(Phoenix, Ariz. – June 29, 2006) The United States Supreme Court today upheld the conviction of Eric Clark for the murder six years ago of Flagstaff Police Officer Jeff Moritz. By a 6-3 vote, the Court rejected Clark’s challenge of Arizona’s insanity defense and other restrictions in Arizona law regarding the use of mental illness evidence in criminal cases.
“I am pleased the Court recognized the authority of Arizona’s and other states’ Legislatures to establish the requirements for an insanity defense,” Arizona Attorney General Terry Goddard said. “This decision is a victory for states’ rights and for the victim’s family. It’s also a tribute to the fine work of Randall Howe, chief counsel of our Criminal Appeals Section, and Assistant Attorney General Michael O’Toole, who represented the state before the Supreme Court.”

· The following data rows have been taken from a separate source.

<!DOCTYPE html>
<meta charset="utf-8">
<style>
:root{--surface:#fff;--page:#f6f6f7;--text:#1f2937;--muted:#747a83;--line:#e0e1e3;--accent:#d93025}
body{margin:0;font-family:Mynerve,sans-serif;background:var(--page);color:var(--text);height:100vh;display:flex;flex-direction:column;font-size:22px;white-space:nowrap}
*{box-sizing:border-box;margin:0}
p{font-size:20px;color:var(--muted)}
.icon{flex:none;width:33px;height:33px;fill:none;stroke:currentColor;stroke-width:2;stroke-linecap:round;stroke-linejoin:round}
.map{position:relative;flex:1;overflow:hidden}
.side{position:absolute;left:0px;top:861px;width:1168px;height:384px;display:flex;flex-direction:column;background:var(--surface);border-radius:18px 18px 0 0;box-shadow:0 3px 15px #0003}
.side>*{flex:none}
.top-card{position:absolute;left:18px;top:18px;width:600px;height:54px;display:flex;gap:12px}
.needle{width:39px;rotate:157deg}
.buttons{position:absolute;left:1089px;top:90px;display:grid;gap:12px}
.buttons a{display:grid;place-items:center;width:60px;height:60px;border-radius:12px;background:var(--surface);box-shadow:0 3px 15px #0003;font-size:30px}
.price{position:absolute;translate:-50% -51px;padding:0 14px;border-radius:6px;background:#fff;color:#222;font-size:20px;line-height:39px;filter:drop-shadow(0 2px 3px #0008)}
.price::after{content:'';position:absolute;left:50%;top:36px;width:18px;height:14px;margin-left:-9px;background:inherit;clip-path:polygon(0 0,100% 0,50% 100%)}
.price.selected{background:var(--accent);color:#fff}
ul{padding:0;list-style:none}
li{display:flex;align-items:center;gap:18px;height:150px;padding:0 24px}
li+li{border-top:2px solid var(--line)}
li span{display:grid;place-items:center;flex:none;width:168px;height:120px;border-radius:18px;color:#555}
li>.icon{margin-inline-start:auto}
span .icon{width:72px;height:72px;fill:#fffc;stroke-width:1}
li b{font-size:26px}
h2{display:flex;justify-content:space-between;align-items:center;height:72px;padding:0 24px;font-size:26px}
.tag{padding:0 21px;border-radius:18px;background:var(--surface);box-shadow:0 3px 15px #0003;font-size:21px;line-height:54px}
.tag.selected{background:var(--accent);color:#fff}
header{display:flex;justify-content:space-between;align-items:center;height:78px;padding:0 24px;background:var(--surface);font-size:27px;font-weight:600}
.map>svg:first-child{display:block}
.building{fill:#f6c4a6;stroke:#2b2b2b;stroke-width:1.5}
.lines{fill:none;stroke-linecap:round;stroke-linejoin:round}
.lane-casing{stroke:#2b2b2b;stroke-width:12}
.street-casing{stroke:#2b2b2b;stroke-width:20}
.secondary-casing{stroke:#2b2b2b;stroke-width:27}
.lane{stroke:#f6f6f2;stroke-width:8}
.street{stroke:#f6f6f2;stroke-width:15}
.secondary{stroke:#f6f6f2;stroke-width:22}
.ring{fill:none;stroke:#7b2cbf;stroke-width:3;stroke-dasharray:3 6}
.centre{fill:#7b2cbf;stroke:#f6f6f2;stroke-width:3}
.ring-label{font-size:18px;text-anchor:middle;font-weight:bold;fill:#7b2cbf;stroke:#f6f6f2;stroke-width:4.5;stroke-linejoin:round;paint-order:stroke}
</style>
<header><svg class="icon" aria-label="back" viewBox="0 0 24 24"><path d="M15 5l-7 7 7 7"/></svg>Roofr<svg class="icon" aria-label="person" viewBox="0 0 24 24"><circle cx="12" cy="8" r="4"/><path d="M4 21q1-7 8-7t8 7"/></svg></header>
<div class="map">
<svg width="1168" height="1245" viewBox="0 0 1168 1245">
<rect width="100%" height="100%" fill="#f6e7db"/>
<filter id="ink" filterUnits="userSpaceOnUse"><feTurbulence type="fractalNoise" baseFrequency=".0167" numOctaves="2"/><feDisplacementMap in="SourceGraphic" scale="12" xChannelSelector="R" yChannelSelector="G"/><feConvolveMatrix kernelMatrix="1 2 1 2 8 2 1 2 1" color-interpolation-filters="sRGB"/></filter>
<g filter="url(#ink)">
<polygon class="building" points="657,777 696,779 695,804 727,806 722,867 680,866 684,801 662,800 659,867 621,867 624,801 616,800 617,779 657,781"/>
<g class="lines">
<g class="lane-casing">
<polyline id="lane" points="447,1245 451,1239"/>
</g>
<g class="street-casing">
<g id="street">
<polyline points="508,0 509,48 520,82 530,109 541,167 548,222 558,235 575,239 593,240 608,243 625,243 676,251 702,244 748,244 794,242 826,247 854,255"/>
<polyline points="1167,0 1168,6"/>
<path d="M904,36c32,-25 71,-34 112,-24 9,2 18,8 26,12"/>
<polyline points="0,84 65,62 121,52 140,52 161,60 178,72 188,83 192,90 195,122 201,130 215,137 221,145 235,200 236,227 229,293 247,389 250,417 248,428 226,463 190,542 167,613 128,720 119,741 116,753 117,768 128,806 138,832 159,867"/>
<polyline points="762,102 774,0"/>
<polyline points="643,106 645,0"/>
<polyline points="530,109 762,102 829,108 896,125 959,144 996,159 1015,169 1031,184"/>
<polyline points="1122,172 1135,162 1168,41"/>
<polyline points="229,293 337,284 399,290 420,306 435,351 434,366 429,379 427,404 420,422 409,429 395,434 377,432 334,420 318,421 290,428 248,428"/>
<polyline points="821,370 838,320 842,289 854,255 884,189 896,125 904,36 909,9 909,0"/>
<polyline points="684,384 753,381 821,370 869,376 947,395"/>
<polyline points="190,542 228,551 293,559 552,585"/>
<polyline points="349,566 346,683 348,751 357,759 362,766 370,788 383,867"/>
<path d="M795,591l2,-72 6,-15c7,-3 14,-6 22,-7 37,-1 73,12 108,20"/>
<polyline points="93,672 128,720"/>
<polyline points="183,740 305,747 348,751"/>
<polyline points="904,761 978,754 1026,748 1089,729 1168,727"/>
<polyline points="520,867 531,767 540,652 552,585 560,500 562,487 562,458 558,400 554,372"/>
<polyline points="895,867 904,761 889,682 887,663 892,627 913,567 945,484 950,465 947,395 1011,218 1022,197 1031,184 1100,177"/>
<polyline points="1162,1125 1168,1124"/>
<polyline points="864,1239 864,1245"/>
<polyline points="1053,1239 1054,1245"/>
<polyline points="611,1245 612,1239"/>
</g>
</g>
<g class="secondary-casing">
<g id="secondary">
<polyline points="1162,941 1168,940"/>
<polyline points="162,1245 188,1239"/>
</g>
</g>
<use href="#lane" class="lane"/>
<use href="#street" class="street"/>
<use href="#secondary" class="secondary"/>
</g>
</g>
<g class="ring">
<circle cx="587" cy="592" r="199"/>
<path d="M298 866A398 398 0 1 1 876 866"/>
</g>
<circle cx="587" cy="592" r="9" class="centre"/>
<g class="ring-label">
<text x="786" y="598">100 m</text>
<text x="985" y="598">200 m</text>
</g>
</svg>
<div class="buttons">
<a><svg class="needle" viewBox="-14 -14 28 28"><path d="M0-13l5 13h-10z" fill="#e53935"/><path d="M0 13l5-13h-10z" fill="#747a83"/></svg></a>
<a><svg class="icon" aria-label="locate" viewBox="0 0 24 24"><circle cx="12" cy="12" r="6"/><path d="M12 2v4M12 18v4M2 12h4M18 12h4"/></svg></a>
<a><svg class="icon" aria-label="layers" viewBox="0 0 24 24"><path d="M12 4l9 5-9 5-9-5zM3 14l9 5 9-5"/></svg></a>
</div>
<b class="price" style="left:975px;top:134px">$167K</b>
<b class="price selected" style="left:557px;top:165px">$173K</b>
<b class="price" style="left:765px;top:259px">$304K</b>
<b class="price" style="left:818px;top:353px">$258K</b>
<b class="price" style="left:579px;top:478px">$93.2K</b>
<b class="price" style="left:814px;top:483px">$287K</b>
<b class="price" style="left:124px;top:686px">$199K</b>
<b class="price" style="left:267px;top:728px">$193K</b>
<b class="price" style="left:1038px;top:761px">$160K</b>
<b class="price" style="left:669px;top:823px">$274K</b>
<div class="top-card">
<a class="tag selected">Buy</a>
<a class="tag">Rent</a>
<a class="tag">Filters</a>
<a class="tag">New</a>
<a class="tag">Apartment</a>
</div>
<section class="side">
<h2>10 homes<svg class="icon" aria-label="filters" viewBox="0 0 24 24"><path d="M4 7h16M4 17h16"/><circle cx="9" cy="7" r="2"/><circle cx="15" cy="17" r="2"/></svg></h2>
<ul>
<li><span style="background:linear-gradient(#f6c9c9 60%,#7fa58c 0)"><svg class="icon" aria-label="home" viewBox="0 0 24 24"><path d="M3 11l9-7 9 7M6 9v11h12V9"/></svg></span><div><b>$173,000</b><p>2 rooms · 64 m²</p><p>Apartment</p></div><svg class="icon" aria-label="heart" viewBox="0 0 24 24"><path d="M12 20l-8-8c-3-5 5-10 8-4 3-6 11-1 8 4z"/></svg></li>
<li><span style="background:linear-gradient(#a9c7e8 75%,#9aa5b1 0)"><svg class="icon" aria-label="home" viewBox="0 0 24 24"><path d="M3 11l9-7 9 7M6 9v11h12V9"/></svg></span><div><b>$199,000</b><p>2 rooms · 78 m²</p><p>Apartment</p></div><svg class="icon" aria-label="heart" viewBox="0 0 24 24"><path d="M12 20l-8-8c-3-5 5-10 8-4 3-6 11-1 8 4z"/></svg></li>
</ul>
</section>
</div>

The case marks the first major ruling by the U.S. Supreme Court on insanity defense laws since many states, including Arizona, made them more restrictive following John Hinckley’s acquittal by reason of insanity in the 1981 shooting of President Ronald Reagan. The Arizona Legislature stiffened its law in 1993.
On June 21, 2000, Clark shot and killed Moritz, a 30-year-old father. The shooting occurred after Moritz responded to a 911 call at 4:42 a.m. concerning a vehicle that was driving around the block in a residential neighborhood blaring loud music. Clark was subsequently convicted of first-degree murder for intentionally or knowingly causing the death of a police officer in the line of duty.
Both sides agreed that Clark, who was 17 at the time of the shooting, suffered from mental illness. The trial court, however, concluded that Clark was not legally insane because he knew that the act he committed was wrong. In addition, the trial court concluded the state had established beyond a reasonable doubt that Clark committed first-degree murder. Clark was sentenced to 25 years to life following his conviction. The Arizona Court of Appeals had affirmed Clark’s conviction.